# Cross Entropy

## Prerequisite
- Working of the neural nets, Backpropagation, and ArgMax and SoftMax.

## Previous Work

- In 1st example of working of neural networks it gives a simple output of any value. And to determine how well neural net fits the data we commanly use  the **Sum of the squred residuals**


## Notes
- But when we have neural networks with multiple output values just like the iris flower classifier NN I build previously.
- there we often use ArgMax to easly interpret the results. Argmax doesnt have derivative or gives 0, given that we can;t use it for backpropagation.
- So, in order to train neural networks we use SoftMax function.
- And SoftMax output values are predicted probabilities between 0 and 1.
- And when o/p is restricted between 0 and 1, we often use something called **Cross Entropy** to determine how well neural network fits the data.

- Cross Entropy might sound fancy and complicated but when it comes to neural networks, is super simpel.

Let's see by simple example.

|Petal width|Sepal width|Species (observed/actual Iris Species)|
|---|---|---|
|0.04|0.42|Setosa|
|1|0.52|Virginica|
|0.50|0.37|Versicolor|

**Step 1:** Get output values from previously trained Neural Network for all the inputs given in table.

So, for 1st sample which has Petal width = 0.04 and Sepal width = 0.42 we get these o/p values Setosa = 0.57, Versicolor = 0.20, Virginica = 0.14

We already know that data are from Setosa, the CrossEntropy is -log(SoftMax o/p value for Setosa) base `e`.

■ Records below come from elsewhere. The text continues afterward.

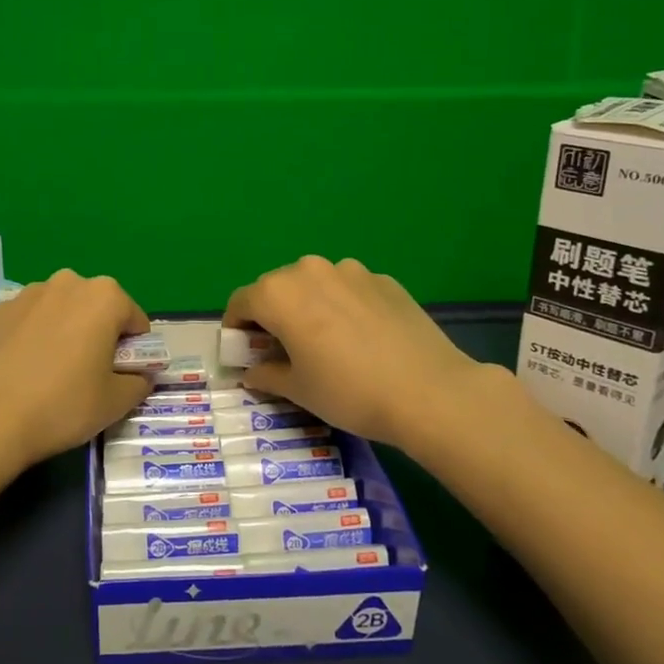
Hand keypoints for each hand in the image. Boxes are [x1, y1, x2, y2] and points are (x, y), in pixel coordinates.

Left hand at [0, 270, 153, 473]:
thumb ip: (139, 382)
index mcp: (105, 296)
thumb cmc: (64, 405)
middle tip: (90, 374)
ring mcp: (28, 293)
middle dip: (99, 334)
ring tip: (53, 372)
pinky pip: (30, 320)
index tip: (121, 376)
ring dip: (66, 331)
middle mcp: (68, 283)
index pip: (135, 321)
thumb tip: (140, 376)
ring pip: (62, 310)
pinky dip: (35, 336)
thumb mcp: (117, 402)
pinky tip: (25, 369)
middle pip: (97, 308)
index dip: (135, 351)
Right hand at [225, 255, 490, 447]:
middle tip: (281, 349)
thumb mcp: (297, 390)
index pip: (241, 302)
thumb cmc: (348, 392)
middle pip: (276, 288)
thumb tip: (252, 371)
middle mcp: (310, 270)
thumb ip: (266, 374)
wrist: (429, 391)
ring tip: (324, 342)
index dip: (235, 328)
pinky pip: (348, 289)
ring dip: (307, 306)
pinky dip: (341, 307)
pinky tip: (360, 339)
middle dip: (271, 315)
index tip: (242, 352)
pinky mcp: (383, 280)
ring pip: (314, 284)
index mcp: (279, 294)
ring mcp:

$$ Cross Entropy_{observedClass} = -log_e(softmax \; output \; value \; of \;observed\;class) $$

$$ Cross Entropy_{setosa} = -log_e(0.57) $$

In simple word, plug the predicted probability for observed species into Cross Entropy function.

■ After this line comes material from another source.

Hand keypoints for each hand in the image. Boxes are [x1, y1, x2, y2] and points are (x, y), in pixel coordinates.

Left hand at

Above given Cross Entropy equation is the simplified form of this general equation.

$$  Cross \; Entropy_{class} =  -\sum_{c=1}^{M}Observed_c * log(Predicted_c)$$

As the current sample is of Setosa so observed value of it will be 1 and other two will become 0

$$  = - (1) * log(Predicted_{setosa}) + (- (0) * log(Predicted_{versicolor})) + (- (0) * log(Predicted_{verginica}))$$

multiply with 0 will become 0 so we will left with the simplified version of the equation that is described earlier.




In [1]:
from math import log, e

Below is the table with SoftMax o/p values

|Petal width|Sepal width|Species (observed/actual Iris Species)| SoftMax o/p value
|---|---|---|---|
|0.04|0.42|Setosa| 0.57|
|1|0.52|Virginica| 0.58|
|0.50|0.37|Versicolor| 0.52|

In [4]:
ce_setosa = -log(0.57,e) # here 0.57 is Softmax o/p value
ce_virginica = -log(0.58,e)
ce_versicolor = -log(0.52, e)

print(f"Setosa Cross Entropy value: {ce_setosa}")
print(f"Virginica Cross Entropy value: {ce_virginica}")
print(f"Versicolor Cross Entropy value: {ce_versicolor}")

Setosa Cross Entropy value: 0.5621189181535413
Virginica Cross Entropy value: 0.5447271754416722
Versicolor Cross Entropy value: 0.6539264674066639


In [5]:
ce_setosa + ce_virginica + ce_versicolor

1.7607725610018772

Finally we get cross entropy value for each sample

|Petal width|Sepal width|Species (observed/actual Iris Species)| SoftMax o/p value | Cross Entropy value
|---|---|---|---|---|
|0.04|0.42|Setosa| 0.57|  0.562118918153541
|1|0.52|Virginica| 0.58| 0.5447271754416722
|0.50|0.37|Versicolor| 0.52| 0.6539264674066639

Now add up all the cross entropy values, we get Total Cross Entropy = 1.7607725610018772

- based on Total Cross Entropy value we can use Backpropagation to adjust Weights and Biases and minimize the total error.

## Why Cross Entropy and not something like Squred Residuals as a loss function?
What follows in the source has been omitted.